#### DATASET EXTRACT:

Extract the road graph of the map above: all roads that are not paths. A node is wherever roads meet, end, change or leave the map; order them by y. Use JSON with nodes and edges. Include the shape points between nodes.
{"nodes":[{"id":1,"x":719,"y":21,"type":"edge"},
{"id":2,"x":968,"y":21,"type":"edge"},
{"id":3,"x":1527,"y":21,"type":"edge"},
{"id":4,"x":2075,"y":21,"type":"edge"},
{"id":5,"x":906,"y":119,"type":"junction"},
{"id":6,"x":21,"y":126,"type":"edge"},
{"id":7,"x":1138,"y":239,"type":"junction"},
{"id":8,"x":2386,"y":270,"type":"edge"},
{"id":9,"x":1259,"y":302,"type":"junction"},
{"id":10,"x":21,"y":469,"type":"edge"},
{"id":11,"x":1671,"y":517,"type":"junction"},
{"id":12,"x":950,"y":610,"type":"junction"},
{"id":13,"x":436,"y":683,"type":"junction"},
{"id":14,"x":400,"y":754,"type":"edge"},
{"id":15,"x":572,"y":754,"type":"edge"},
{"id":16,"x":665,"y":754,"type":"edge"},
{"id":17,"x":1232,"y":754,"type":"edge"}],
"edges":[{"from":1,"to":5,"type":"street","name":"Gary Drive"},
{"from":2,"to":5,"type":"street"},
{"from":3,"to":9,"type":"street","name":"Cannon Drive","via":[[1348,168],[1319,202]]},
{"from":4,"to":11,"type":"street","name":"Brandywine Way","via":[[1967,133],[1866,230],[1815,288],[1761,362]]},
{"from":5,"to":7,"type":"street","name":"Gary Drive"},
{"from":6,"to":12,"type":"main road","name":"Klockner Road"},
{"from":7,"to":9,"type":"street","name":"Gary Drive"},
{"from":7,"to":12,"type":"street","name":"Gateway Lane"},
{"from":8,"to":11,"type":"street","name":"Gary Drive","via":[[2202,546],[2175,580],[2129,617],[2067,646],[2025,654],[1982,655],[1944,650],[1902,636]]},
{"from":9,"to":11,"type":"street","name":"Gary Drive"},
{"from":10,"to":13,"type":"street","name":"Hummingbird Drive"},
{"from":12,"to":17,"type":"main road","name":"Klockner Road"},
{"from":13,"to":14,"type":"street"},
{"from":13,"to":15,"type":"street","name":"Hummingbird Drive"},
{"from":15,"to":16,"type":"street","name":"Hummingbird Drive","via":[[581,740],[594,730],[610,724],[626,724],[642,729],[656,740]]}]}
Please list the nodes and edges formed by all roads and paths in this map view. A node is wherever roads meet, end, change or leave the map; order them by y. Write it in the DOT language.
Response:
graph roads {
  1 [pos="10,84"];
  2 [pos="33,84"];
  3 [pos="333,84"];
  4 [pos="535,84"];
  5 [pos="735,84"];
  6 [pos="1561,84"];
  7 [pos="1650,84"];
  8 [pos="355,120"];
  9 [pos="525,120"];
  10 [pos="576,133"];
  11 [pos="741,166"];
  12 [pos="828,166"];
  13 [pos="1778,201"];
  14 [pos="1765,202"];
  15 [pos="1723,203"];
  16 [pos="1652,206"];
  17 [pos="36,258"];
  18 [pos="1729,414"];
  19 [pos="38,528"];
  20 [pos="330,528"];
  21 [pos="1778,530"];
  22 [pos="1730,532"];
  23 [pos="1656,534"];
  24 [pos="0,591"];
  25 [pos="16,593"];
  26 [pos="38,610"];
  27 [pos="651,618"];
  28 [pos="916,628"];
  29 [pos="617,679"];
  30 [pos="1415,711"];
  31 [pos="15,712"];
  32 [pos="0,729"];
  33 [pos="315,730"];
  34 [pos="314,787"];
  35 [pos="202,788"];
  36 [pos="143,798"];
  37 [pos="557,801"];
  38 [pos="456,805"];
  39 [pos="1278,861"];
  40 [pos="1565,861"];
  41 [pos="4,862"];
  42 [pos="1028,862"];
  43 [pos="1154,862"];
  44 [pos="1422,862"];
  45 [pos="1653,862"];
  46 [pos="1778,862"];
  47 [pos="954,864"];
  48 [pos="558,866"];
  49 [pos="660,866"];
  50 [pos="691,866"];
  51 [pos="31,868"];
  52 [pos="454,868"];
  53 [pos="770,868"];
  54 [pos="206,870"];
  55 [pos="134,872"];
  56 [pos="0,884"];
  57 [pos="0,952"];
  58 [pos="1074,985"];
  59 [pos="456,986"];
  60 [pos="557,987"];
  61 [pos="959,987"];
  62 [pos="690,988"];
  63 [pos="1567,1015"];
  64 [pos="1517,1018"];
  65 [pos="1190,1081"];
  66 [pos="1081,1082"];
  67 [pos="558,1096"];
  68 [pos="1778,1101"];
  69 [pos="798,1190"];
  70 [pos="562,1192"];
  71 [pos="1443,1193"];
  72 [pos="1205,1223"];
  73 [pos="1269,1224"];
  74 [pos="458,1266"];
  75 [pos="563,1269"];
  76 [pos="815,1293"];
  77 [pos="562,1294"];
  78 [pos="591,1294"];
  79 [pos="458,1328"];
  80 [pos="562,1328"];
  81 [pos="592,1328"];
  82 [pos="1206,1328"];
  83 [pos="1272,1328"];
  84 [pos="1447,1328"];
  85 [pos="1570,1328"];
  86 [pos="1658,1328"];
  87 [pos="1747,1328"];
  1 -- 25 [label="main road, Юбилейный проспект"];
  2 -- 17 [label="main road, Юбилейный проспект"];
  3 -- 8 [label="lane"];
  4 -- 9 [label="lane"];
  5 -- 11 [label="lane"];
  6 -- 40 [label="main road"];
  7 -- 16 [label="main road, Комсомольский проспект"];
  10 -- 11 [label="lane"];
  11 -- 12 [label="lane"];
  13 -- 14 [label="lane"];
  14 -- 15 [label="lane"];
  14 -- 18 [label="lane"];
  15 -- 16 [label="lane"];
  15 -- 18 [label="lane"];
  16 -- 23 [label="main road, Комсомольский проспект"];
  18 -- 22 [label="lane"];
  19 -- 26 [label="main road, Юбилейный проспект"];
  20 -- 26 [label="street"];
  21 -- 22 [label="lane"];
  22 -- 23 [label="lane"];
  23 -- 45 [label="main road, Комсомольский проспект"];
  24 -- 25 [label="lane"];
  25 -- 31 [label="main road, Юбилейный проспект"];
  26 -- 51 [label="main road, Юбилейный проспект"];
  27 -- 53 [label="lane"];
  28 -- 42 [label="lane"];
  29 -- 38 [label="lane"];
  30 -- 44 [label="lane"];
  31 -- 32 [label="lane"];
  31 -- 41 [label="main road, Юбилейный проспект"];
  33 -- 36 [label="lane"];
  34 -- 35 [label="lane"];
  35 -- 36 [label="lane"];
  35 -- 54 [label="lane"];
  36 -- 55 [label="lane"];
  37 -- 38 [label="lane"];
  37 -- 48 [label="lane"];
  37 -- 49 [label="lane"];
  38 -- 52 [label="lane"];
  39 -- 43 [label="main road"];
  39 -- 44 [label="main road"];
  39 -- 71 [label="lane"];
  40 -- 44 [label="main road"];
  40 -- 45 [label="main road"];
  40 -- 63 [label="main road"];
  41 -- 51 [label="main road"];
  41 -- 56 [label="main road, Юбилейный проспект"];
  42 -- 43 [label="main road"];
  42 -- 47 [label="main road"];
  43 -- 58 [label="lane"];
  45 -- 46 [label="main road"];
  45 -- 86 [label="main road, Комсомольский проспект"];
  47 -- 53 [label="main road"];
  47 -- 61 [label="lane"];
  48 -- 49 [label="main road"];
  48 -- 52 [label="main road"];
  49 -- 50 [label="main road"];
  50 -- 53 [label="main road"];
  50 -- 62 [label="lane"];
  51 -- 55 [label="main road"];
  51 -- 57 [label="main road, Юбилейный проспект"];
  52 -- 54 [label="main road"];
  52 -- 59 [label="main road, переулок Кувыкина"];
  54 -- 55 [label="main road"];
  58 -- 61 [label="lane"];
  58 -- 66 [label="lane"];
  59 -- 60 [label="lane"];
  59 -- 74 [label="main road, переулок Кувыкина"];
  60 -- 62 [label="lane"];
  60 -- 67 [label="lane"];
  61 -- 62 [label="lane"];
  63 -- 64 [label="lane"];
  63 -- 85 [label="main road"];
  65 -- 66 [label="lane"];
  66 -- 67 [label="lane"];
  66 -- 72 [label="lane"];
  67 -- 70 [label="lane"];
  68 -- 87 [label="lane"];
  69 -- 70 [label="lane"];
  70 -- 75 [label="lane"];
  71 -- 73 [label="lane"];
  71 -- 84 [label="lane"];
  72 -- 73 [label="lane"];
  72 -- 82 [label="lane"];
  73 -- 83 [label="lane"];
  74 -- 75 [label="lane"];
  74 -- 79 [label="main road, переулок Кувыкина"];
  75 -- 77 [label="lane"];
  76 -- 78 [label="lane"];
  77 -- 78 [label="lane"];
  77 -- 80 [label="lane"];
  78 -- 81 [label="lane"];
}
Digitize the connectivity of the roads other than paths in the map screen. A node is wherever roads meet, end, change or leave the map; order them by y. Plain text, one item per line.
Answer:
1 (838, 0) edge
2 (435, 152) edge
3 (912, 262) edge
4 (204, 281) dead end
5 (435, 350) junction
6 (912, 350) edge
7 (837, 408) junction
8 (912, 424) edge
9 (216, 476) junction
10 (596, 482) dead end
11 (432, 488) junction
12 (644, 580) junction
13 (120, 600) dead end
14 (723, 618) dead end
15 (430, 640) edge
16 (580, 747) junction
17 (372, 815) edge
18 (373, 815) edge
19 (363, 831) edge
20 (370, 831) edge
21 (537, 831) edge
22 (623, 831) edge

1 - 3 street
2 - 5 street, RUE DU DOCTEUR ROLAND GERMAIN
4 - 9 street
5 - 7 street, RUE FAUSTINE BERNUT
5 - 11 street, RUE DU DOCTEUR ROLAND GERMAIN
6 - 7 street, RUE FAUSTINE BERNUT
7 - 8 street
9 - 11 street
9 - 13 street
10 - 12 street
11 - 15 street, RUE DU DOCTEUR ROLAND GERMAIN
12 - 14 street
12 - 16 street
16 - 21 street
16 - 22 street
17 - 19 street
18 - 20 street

#### WHAT THE EXERCISE ASKS:
Where a line in the records above includes the string "Hummingbird", show it.

#### RESPONSE BOX:
{"from":10,"to":13,"type":"street","name":"Hummingbird Drive"},
{"from":13,"to":15,"type":"street","name":"Hummingbird Drive"},
{"from":15,"to":16,"type":"street","name":"Hummingbird Drive","via":[[581,740],[594,730],[610,724],[626,724],[642,729],[656,740]]}]}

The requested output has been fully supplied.